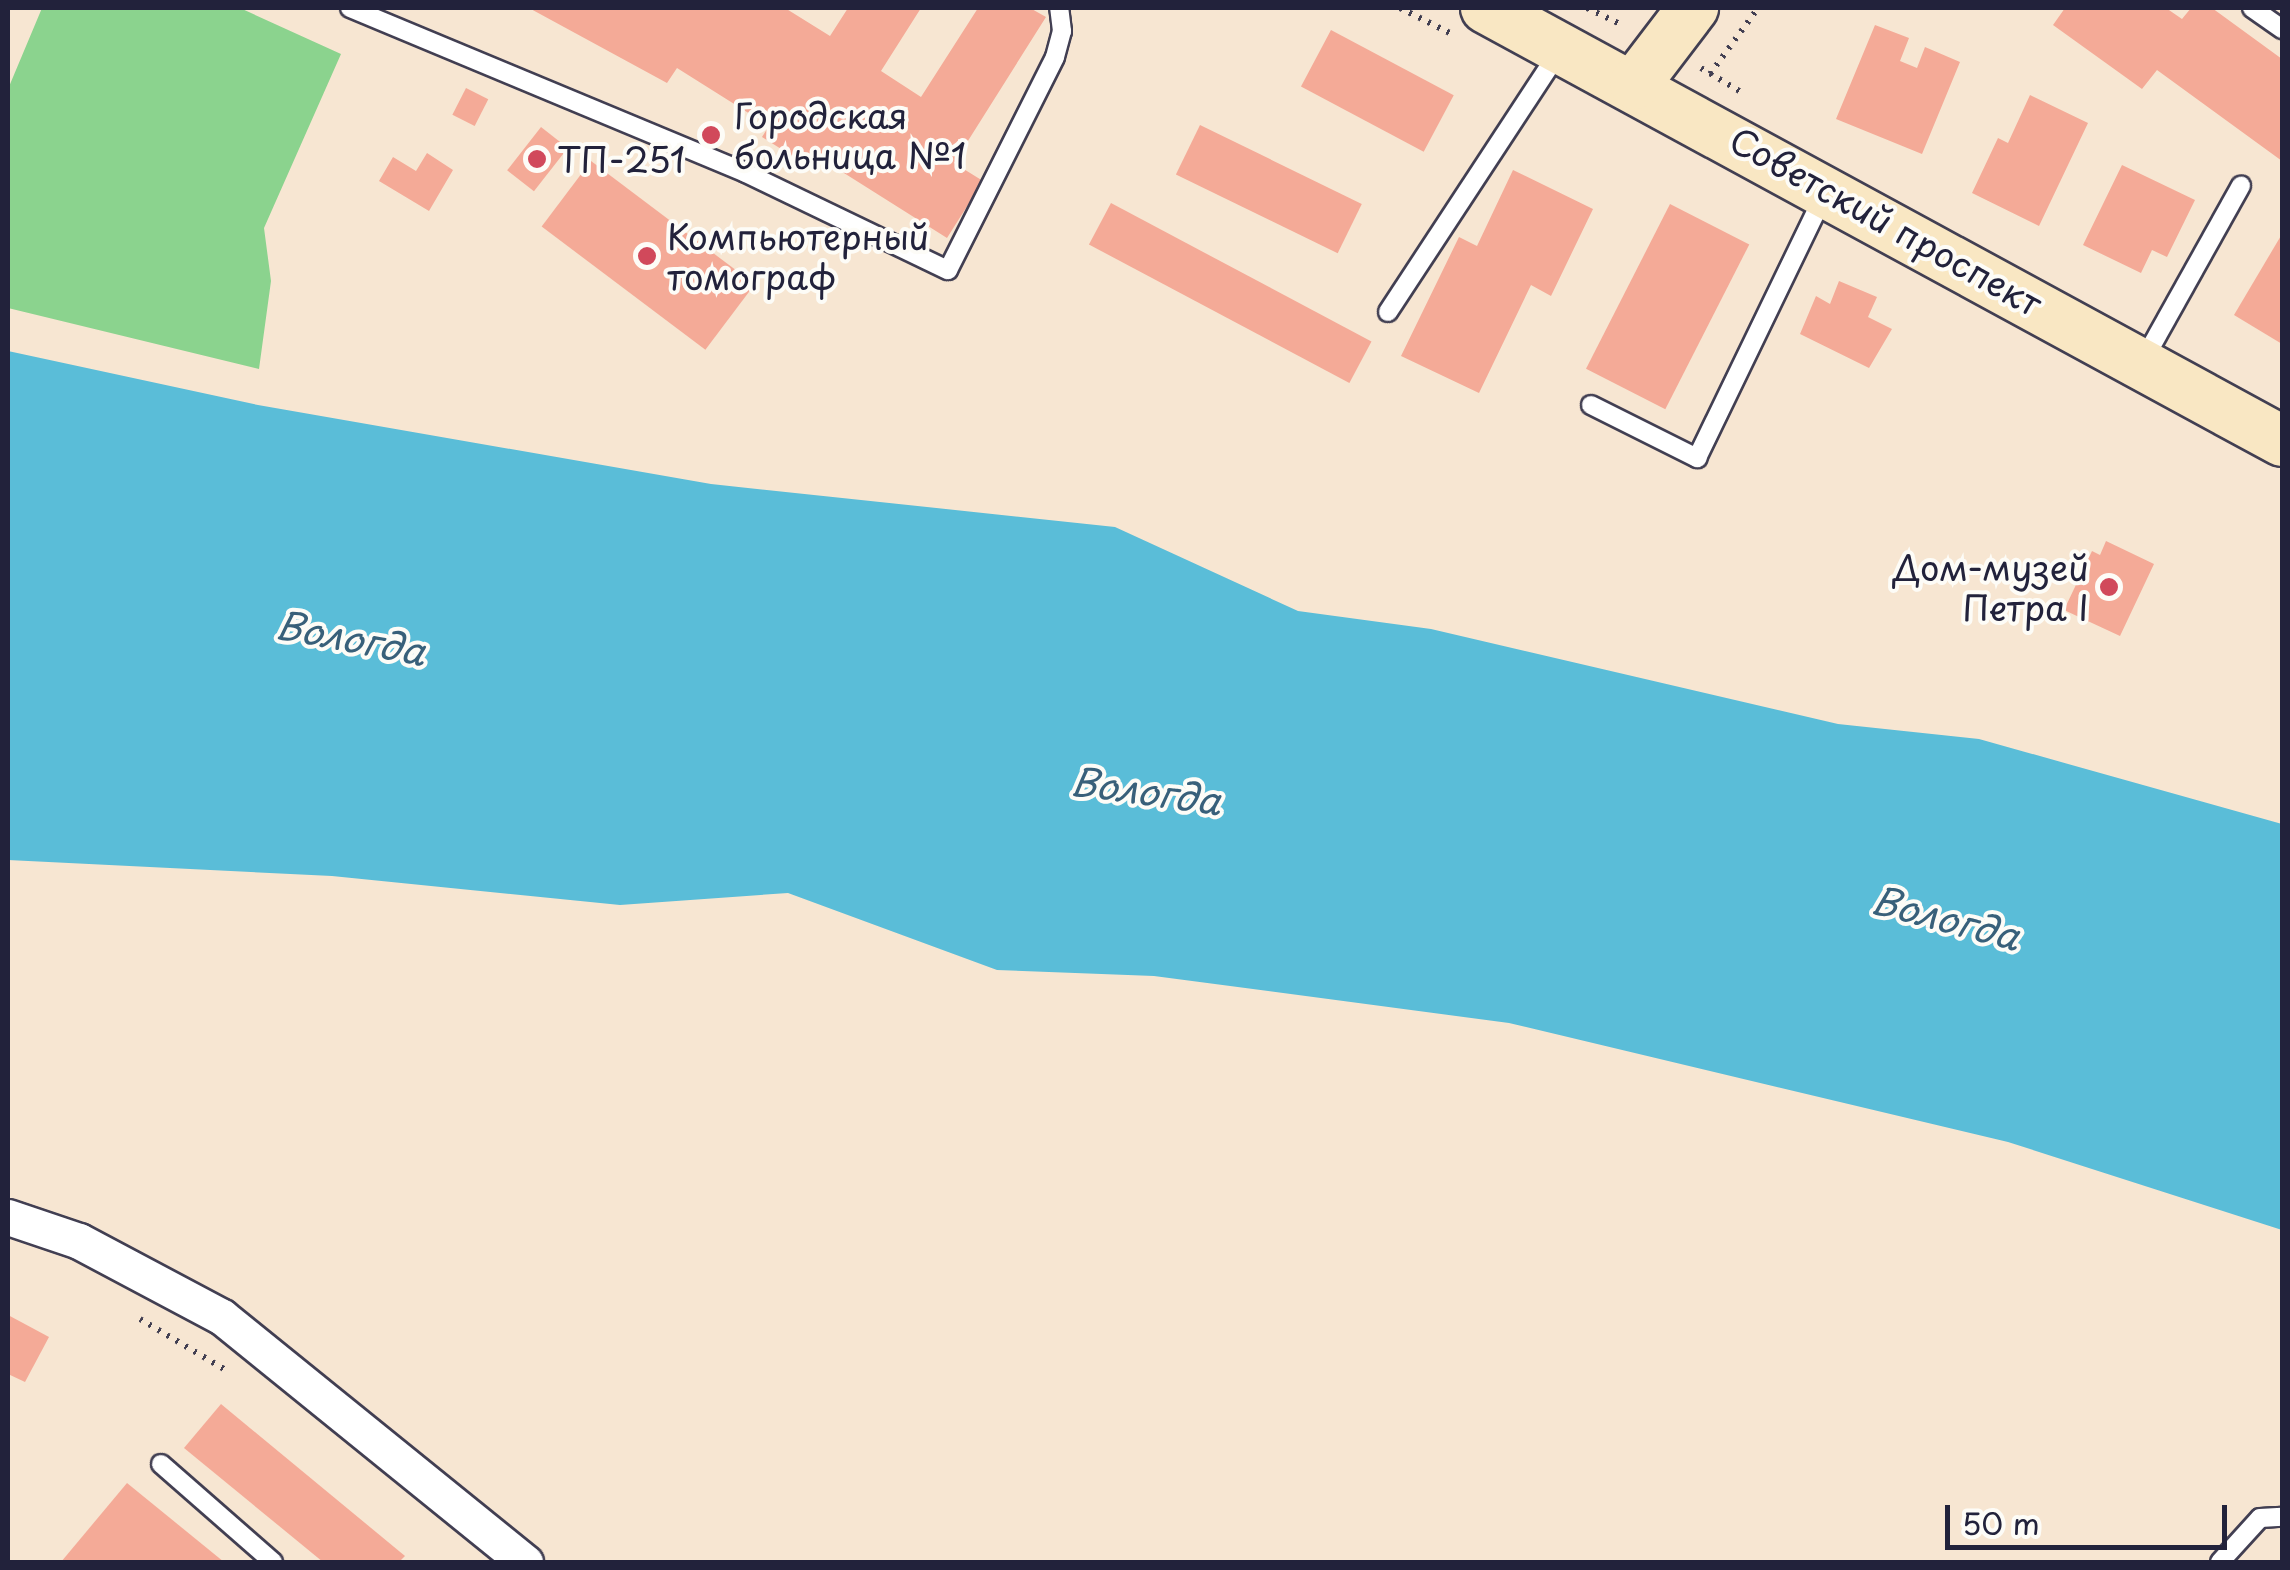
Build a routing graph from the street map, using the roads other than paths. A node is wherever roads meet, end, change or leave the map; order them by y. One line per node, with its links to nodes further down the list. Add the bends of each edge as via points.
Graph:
1 (350, 8): 2 (lane, via 746,173 948,270 1055,57)
2 (1059, 8)
3 (1486, 8): 7 (street, Советский проспект)
4 (1693, 8): 8 (street)
5 (2252, 8): 6 (lane)
6 (2282, 30)
7 (1562, 47): 8 (street, Советский проспект); 11 (lane)
8 (1635, 84): 10 (street, Советский проспект)
9 (2242, 186): 12 (lane)
10 (1827, 188): 12 (street, Советский проспект); 13 (lane, via 1698,458)
11 (1388, 312)
12 (2143, 362): 14 (street, Советский проспект)
13 (1591, 405)
14 (2282, 441)
15 (8, 1217): 19 (street, via 78,1240 222,1317)
16 (161, 1464): 18 (lane)
17 (2282, 1517): 20 (lane, via 2260,1518)
18 (273, 1562)
19 (526, 1562)
20 (2220, 1562)

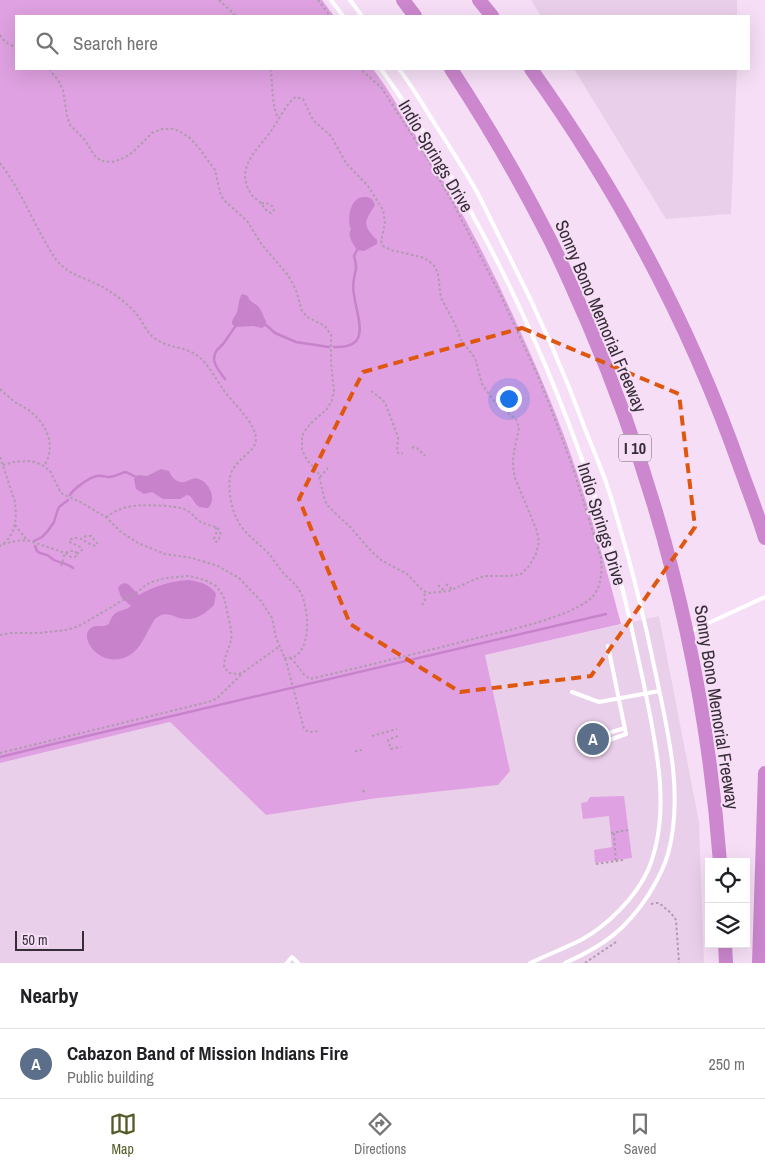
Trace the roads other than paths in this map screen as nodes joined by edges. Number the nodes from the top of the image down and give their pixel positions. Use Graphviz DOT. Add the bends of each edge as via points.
graph roads {
  1 [pos="331,0"];
  2 [pos="350,0"];
  3 [pos="403,0"];
  4 [pos="479,0"];
  5 [pos="342,15"];
  6 [pos="361,15"];
  7 [pos="414,15"];
  8 [pos="491,15"];
  9 [pos="382,70"];
  10 [pos="400,70"];
  11 [pos="452,70"];
  12 [pos="532,70"];
  13 [pos="765,538"];
  14 [pos="765,597"];
  15 [pos="687,633"];
  16 [pos="608,646"];
  17 [pos="659,691"];
  18 [pos="572,692"];
  19 [pos="646,694"];
  20 [pos="619,699"];
  21 [pos="625,728"];
  22 [pos="602,736"];
  23 [pos="604,742"];
  24 [pos="765,773"];
  25 [pos="720,858"];
  26 [pos="725,948"];
  27 [pos="287,963"];
  28 [pos="298,963"];
  29 [pos="530,963"];
  30 [pos="565,963"];
  31 [pos="726,963"];
  32 [pos="759,963"];
  1 -- 5 [label="lane"];
  2 -- 6 [label="lane"];
  3 -- 7 [label="highway"];
  4 -- 8 [label="highway"];
  9 -- 19 [label="lane, Indio Springs Drive" via="462,198 546,364 592,488 615,562"];
  10 -- 17 [label="lane, Indio Springs Drive" via="476,192 558,359 607,484 645,620"];
  11 -- 15 [label="highway, Sonny Bono Memorial Freeway / I 10" via="546,232 602,355 651,494"];
  12 -- 13 [label="highway" via="624,214 685,331 734,448"];
  14 -- 15 [label="lane"];
  15 -- 25 [label="highway, Sonny Bono Memorial Freeway / I 10" via="709,759"];
  16 -- 20 [label="lane"];
  17 -- 19 [label="lane"];
  17 -- 30 [label="lane, Indio Springs Drive" via="666,723 674,800 664,868 638,912 622,928 589,952"];
  18 -- 20 [label="lane" via="599,702"];
  19 -- 20 [label="lane"];
  19 -- 29 [label="lane, Indio Springs Drive" via="660,777 660,818 655,849 646,874 626,902 597,930"];
  20 -- 21 [label="lane"];
  21 -- 22 [label="lane"];
  21 -- 23 [label="lane" via="626,734"];
  24 -- 32 [label="highway"];
  26 -- 31 [label="highway"];
  27 -- 28 [label="lane" via="292,957"];
}
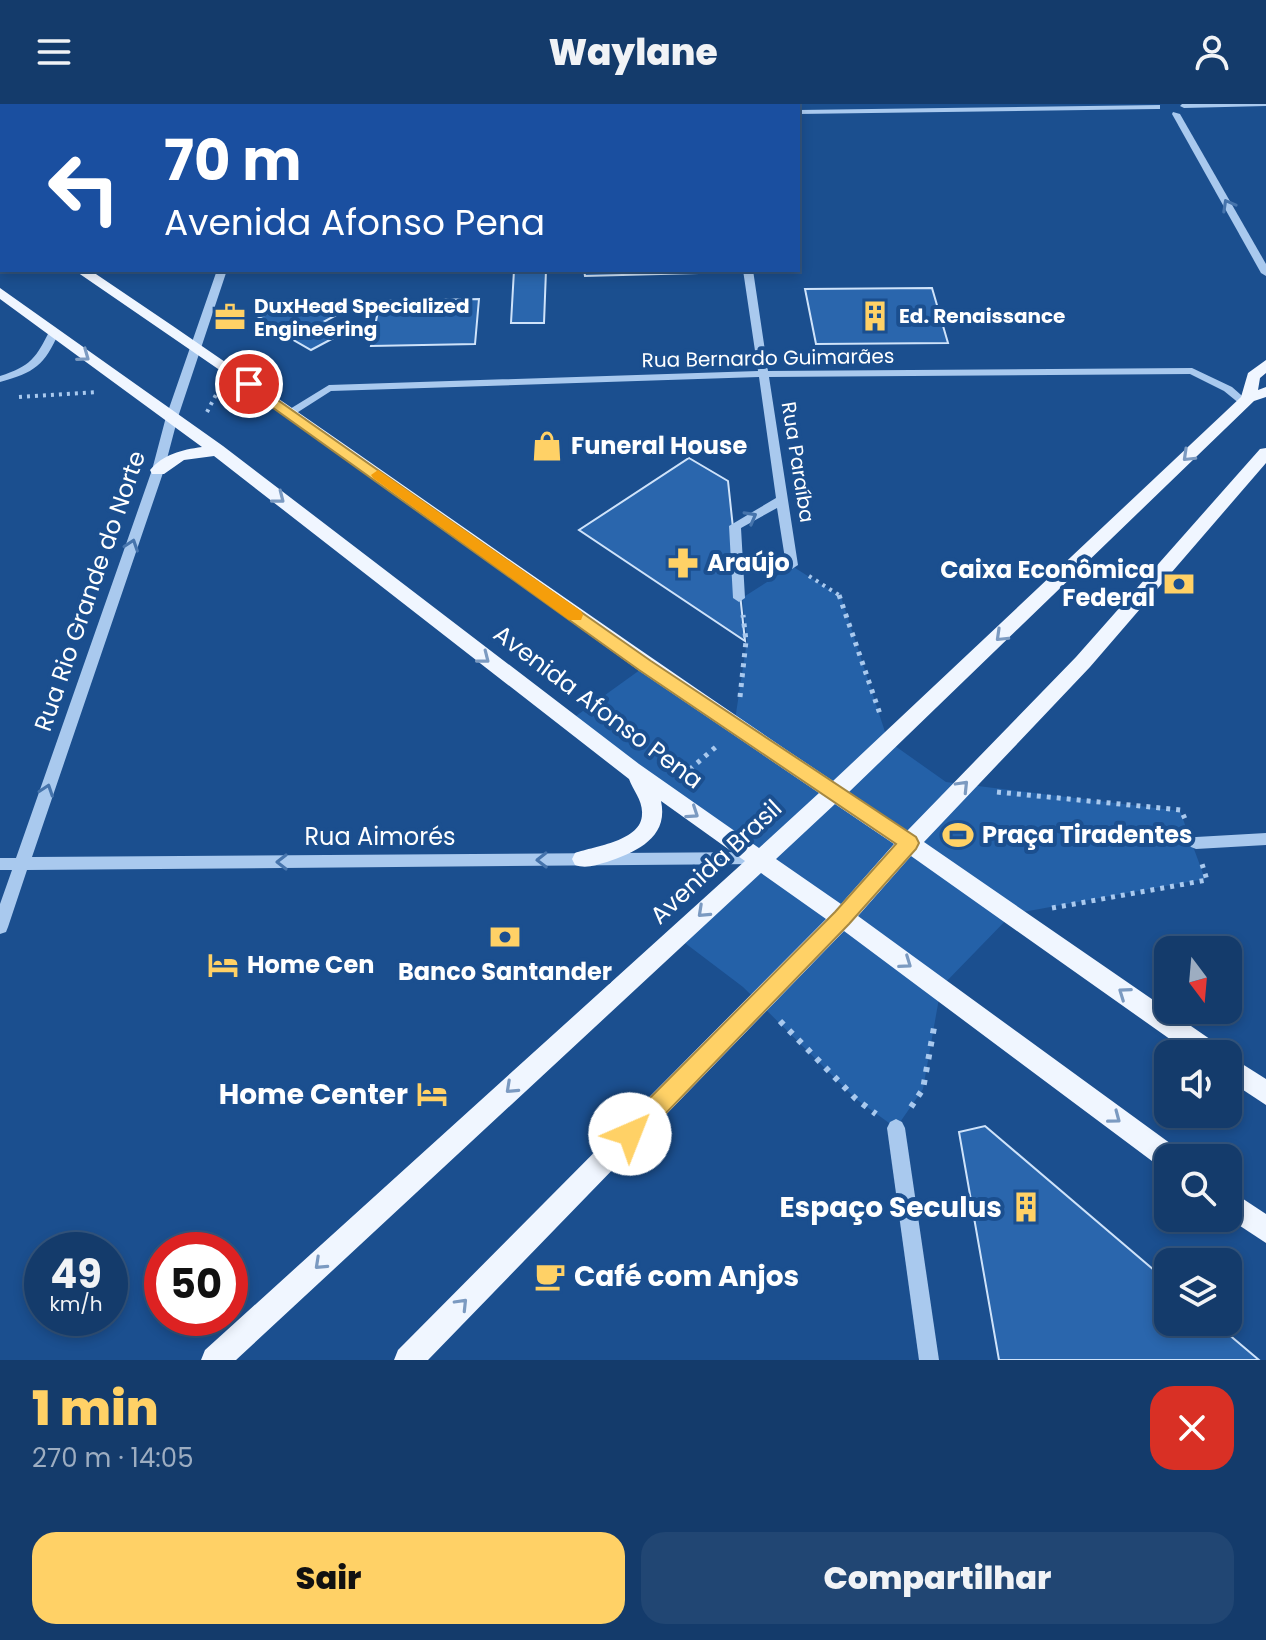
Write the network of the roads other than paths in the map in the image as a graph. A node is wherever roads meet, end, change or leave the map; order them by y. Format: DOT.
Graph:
graph roads {
  1 [pos="1266,104"];
  2 [pos="1157,106"];
  3 [pos="1180,108"];
  4 [pos="800,112"];
  5 [pos="84,272"];
  6 [pos="221,272"];
  7 [pos="748,272"];
  8 [pos="1266,273"];
  9 [pos="0,292"];
  10 [pos="54,332"];
  11 [pos="196,349"];
  12 [pos="1266,365"];
  13 [pos="763,374"];
  14 [pos="0,379"];
  15 [pos="1266,392"];
  16 [pos="1246,400"];
  17 [pos="291,412"];
  18 [pos="172,417"];
  19 [pos="217,450"];
  20 [pos="1266,453"];
  21 [pos="158,470"];
  22 [pos="782,500"];
  23 [pos="792,565"];
  24 [pos="740,597"];
  25 [pos="632,770"];
  26 [pos="832,793"];
  27 [pos="1266,839"];
  28 [pos="909,843"];
  29 [pos="1196,843"];
  30 [pos="760,858"];
  31 [pos="583,859"];
  32 [pos="0,864"];
  33 [pos="22,864"];
  34 [pos="842,918"];
  35 [pos="0,927"];
  36 [pos="1191,1040"];
  37 [pos="1242,1076"];
  38 [pos="1266,1093"];
  39 [pos="896,1128"];
  40 [pos="1154,1147"];
  41 [pos="1242,1212"];
  42 [pos="1266,1230"];
  43 [pos="215,1360"];
  44 [pos="408,1360"];
  45 [pos="929,1360"];
  1 -- 3 [label="street"];
  2 -- 3 [label="street"];
  2 -- 4 [label="street"];
  8 -- 3 [label="street, one-way"];
  5 -- 11 [label="main road"];
  6 -- 11 [label="street, Rua Rio Grande do Norte"];
  7 -- 13 [label="street, Rua Paraíba"];
  9 -- 10 [label="main road, Avenida Afonso Pena"];
  10 -- 14 [label="street"];
  10 -- 18 [label="main road, Avenida Afonso Pena, one-way"];
  11 -- 17 [label="main road"];
  11 -- 18 [label="street, Rua Rio Grande do Norte"];
  12 -- 16 [label="main road, Avenida Brasil"];
  13 -- 16 [label="street, Rua Bernardo Guimarães"];
  13 -- 17 [label="street, Rua Bernardo Guimarães"];
  13 -- 22 [label="street, Rua Paraíba"];
  15 -- 16 [label="main road, Avenida Brasil"];
  16 -- 26 [label="main road, Avenida Brasil, one-way"];
  17 -- 26 [label="main road"];
  18 -- 19 [label="main road, Avenida Afonso Pena"];
  18 -- 21 [label="street, Rua Rio Grande do Norte"];
  19 -- 21 [label="main road"];
  19 -- 25 [label="main road, Avenida Afonso Pena, one-way"];
  28 -- 20 [label="main road, one-way"];
  33 -- 21 [label="street, Rua Rio Grande do Norte, one-way"];
  22 -- 23 [label="street, Rua Paraíba"];
  24 -- 22 [label="street, one-way"];
  25 -- 30 [label="main road, Avenida Afonso Pena, one-way"];
  25 -- 31 [label="main road"];
  26 -- 28 [label="main road"];
  26 -- 30 [label="main road, Avenida Brasil"];
  27 -- 29 [label="street"];
  28 -- 34 [label="main road"];
  36 -- 28 [label="main road, one-way"];
  30 -- 31 [label="street, Rua Aimorés"];
  30 -- 34 [label="main road, Avenida Afonso Pena"];
  30 -- 43 [label="main road, Avenida Brasil, one-way"];
  31 -- 33 [label="street, Rua Aimorés, one-way"];
  32 -- 33 [label="street, Rua Aimorés"];
  33 -- 35 [label="street, Rua Rio Grande do Norte"];
  34 -- 40 [label="main road, Avenida Afonso Pena, one-way"];
  44 -- 34 [label="main road, one-way"];
  37 -- 38 [label="main road"];
  39 -- 45 [label="street"];
  41 -- 42 [label="main road"];
}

========

**WORK TO BE COMPLETED:** Check each line of the entries above, and show every one holding the word "Indio".

**FINISHED EXERCISE:**
  9 -- 19 [label="lane, Indio Springs Drive" via="462,198 546,364 592,488 615,562"];
  10 -- 17 [label="lane, Indio Springs Drive" via="476,192 558,359 607,484 645,620"];
  17 -- 30 [label="lane, Indio Springs Drive" via="666,723 674,800 664,868 638,912 622,928 589,952"];
  19 -- 29 [label="lane, Indio Springs Drive" via="660,777 660,818 655,849 646,874 626,902 597,930"];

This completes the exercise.